Australian radio host

Amanda Rose Keller (born 1961 or 1962) is an Australian television and radio presenter, comedian, writer, actress, journalist, and media personality, best known as the hostess of the popular Australian lifestyle program The Living Room. Keller also co-hosts Jonesy & Amanda with Brendan Jones on Gold 101.7 since 2003 and Dancing with the Stars with Grant Denyer on Network 10 since 2024.

==Early life and education==
Amanda Rose Keller was born in 1961 or 1962.

She attended Carlingford High School and Mitchell College of Advanced Education (now Charles Sturt University), where she graduated with a Bachelor of Arts in communications in 1982. At university, she was a contemporary of Andrew Denton among others, and was a student of Peter Temple. She was a broadcaster with on-campus community radio station 2MCE-FM.

==Career==

Keller’s first professional media job was in 1983 as a researcher for the popular children's television show, Simon Townsend's Wonder World!. She was later a researcher and producer for Good Morning Australia when Gordon Elliott and Kerri-Anne Kennerley were hosts. By 1985, she was a researcher and producer for Ray Martin's Midday show, where she first began to appear regularly on camera.

In 1987, she left Midday to appear in the pilot for Richard Neville's counter-culture programme Extra Dimensions, which was produced by the same team that made Beyond 2000. Extra Dimensions folded after the first season. Keller's luck changed when she was signed to Beyond 2000, the internationally popular science programme.
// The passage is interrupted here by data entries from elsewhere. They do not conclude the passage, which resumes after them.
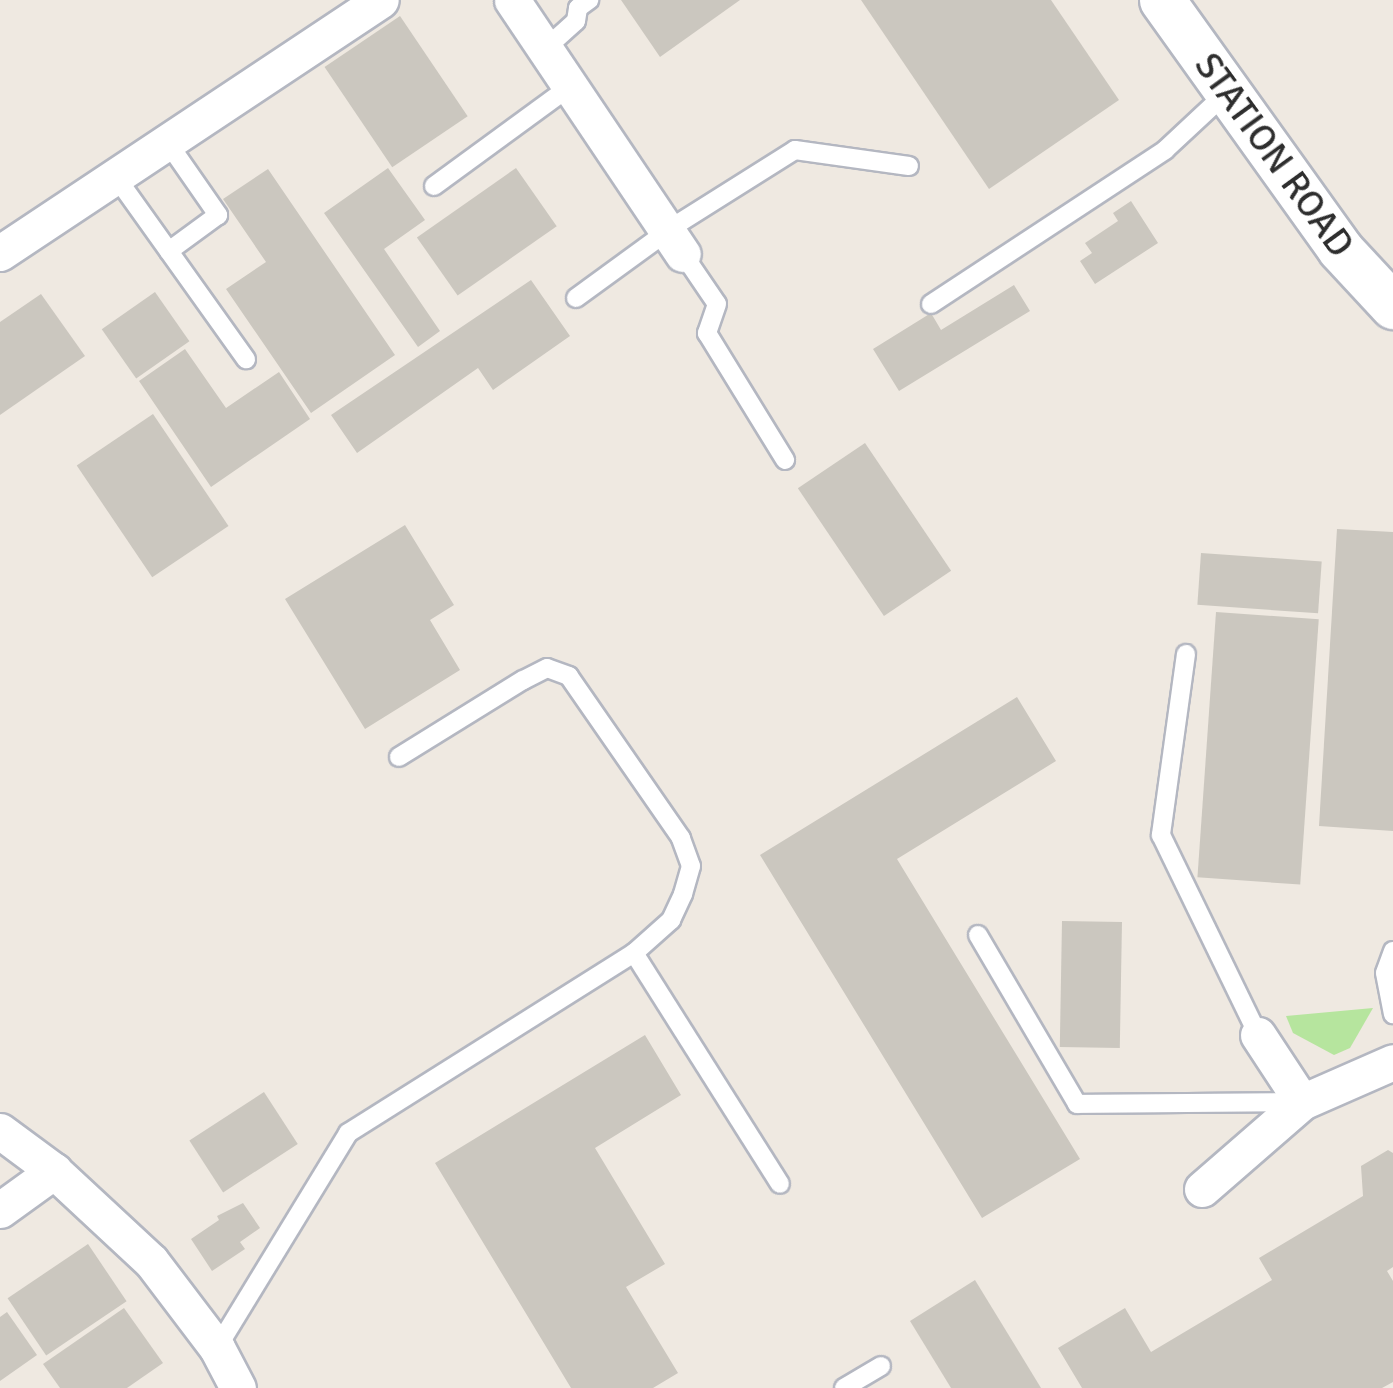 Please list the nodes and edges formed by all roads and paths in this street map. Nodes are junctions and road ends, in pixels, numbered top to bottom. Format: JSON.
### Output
{"nodes":[{"id":1,"x":380,"y":0,"type":"edge"},
{"id":2,"x":512,"y":0,"type":"edge"},
{"id":3,"x":589,"y":0,"type":"edge"},
{"id":4,"x":1162,"y":0,"type":"edge"},
{"id":5,"x":546,"y":48,"type":"junction"},
{"id":6,"x":572,"y":86,"type":"junction"},
{"id":7,"x":1226,"y":93,"type":"junction"},
{"id":8,"x":168,"y":143,"type":"junction"},
{"id":9,"x":909,"y":166,"type":"dead end"},
{"id":10,"x":116,"y":177,"type":"junction"},
{"id":11,"x":434,"y":186,"type":"dead end"},
{"id":12,"x":676,"y":243,"type":"junction"},
{"id":13,"x":169,"y":251,"type":"junction"},
{"id":14,"x":0,"y":253,"type":"edge"},
{"id":15,"x":576,"y":298,"type":"dead end"},
{"id":16,"x":931,"y":304,"type":"dead end"},
{"id":17,"x":1393,"y":306,"type":"edge"},
{"id":18,"x":246,"y":359,"type":"dead end"},
{"id":19,"x":785,"y":460,"type":"dead end"},
{"id":20,"x":1186,"y":654,"type":"dead end"},
{"id":21,"x":399,"y":757,"type":"dead end"},
{"id":22,"x":978,"y":936,"type":"dead end"},
{"id":23,"x":1393,"y":951,"type":"edge"},
{"id":24,"x":634,"y":952,"type":"junction"},
{"id":25,"x":1393,"y":1014,"type":"edge"},
{"id":26,"x":1258,"y":1035,"type":"joint"},
{"id":27,"x":1393,"y":1062,"type":"edge"},
{"id":28,"x":1302,"y":1102,"type":"junction"},
{"id":29,"x":0,"y":1131,"type":"edge"},
{"id":30,"x":54,"y":1171,"type":"junction"},
{"id":31,"x":780,"y":1184,"type":"dead end"},
{"id":32,"x":1202,"y":1188,"type":"dead end"},
{"id":33,"x":0,"y":1210,"type":"edge"},
{"id":34,"x":217,"y":1348,"type":"junction"},
{"id":35,"x":881,"y":1366,"type":"dead end"},
{"id":36,"x":238,"y":1388,"type":"edge"},
{"id":37,"x":844,"y":1388,"type":"edge"}],
"edges":[{"from":1,"to":8,"type":"street"},
{"from":2,"to":5,"type":"street"},
{"from":3,"to":5,"type":"lane"},
{"from":4,"to":7,"type":"street","name":"STATION ROAD"},
{"from":5,"to":6,"type":"street"},
{"from":6,"to":11,"type":"lane"},
{"from":6,"to":12,"type":"street"},
{"from":7,"to":16,"type":"lane"},
{"from":7,"to":17,"type":"street","name":"STATION ROAD"},
{"from":8,"to":10,"type":"street"},
{"from":8,"to":13,"type":"lane"},
{"from":9,"to":12,"type":"lane"},
{"from":10,"to":13,"type":"lane"},
{"from":10,"to":14,"type":"street"},
{"from":12,"to":15,"type":"lane"},
{"from":12,"to":19,"type":"lane"},
{"from":13,"to":18,"type":"lane"},
{"from":20,"to":26,"type":"lane"},
{"from":21,"to":24,"type":"lane"},
{"from":22,"to":28,"type":"lane"},
{"from":23,"to":25,"type":"lane"},
{"from":24,"to":31,"type":"lane"},
{"from":24,"to":34,"type":"lane"},
{"from":26,"to":28,"type":"street"},
{"from":27,"to":28,"type":"street"},
{"from":28,"to":32,"type":"street"},
{"from":29,"to":30,"type":"street"},
{"from":30,"to":33,"type":"street"},
{"from":30,"to":34,"type":"street"},
{"from":34,"to":36,"type":"street"},
{"from":35,"to":37,"type":"lane"}]}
In 1994, she joined Andrew Denton as a regular guest on his show Denton, where she combined her scientific knowledge with her love of popular culture and kitsch—subsequently publishing a book, Amanda's Handy Home Hints. When the series finished in 1995, she joined Denton at Sydney radio station Triple M where they co-presented the breakfast show. At the same time, she hosted her own contemporary culture show on cable television called The Hub.

She hosted her own pop culture-centric program Mondo Thingo in 2004. In 2006, Keller appeared in Series Five of Dancing with the Stars, where she progressed to the fifth round before being eliminated.

In 2008, she starred in the SBS TV series Swift and Shift Couriers as Amanda Doyle, the regional manager, and returned to this role for season two in 2011. Also, in 2011, she had a small role in another sitcom, Housos, also on SBS TV.

In 2009 for the duration of the show Keller was the Baby Boomers team leader on Network Ten's quiz show Talkin' 'Bout Your Generation. The show began airing in 2009 and finished its fourth season in 2012.

In 2017 she became one of the highest paid women in Australian radio. Also in that same year, she made a cameo appearance as a news reporter in episode 7547 of The Bold and the Beautiful alongside Brendan Jones and Ita Buttrose.

In 2019, Keller started co-hosting Dancing with the Stars with Grant Denyer.

She has also made appearances on shows such as Good News Week, Rove Live, The Glass House, 20 to 1, Spicks and Specks, All Star Family Feud, The Project, Studio 10, Show Me the Movie!, Have You Been Paying Attention? and Hughesy, We Have a Problem.

On 18 July 2024, Keller was named for ABC factual series The Role of a Lifetime. She was the host on the first Australian series of The Piano (2025).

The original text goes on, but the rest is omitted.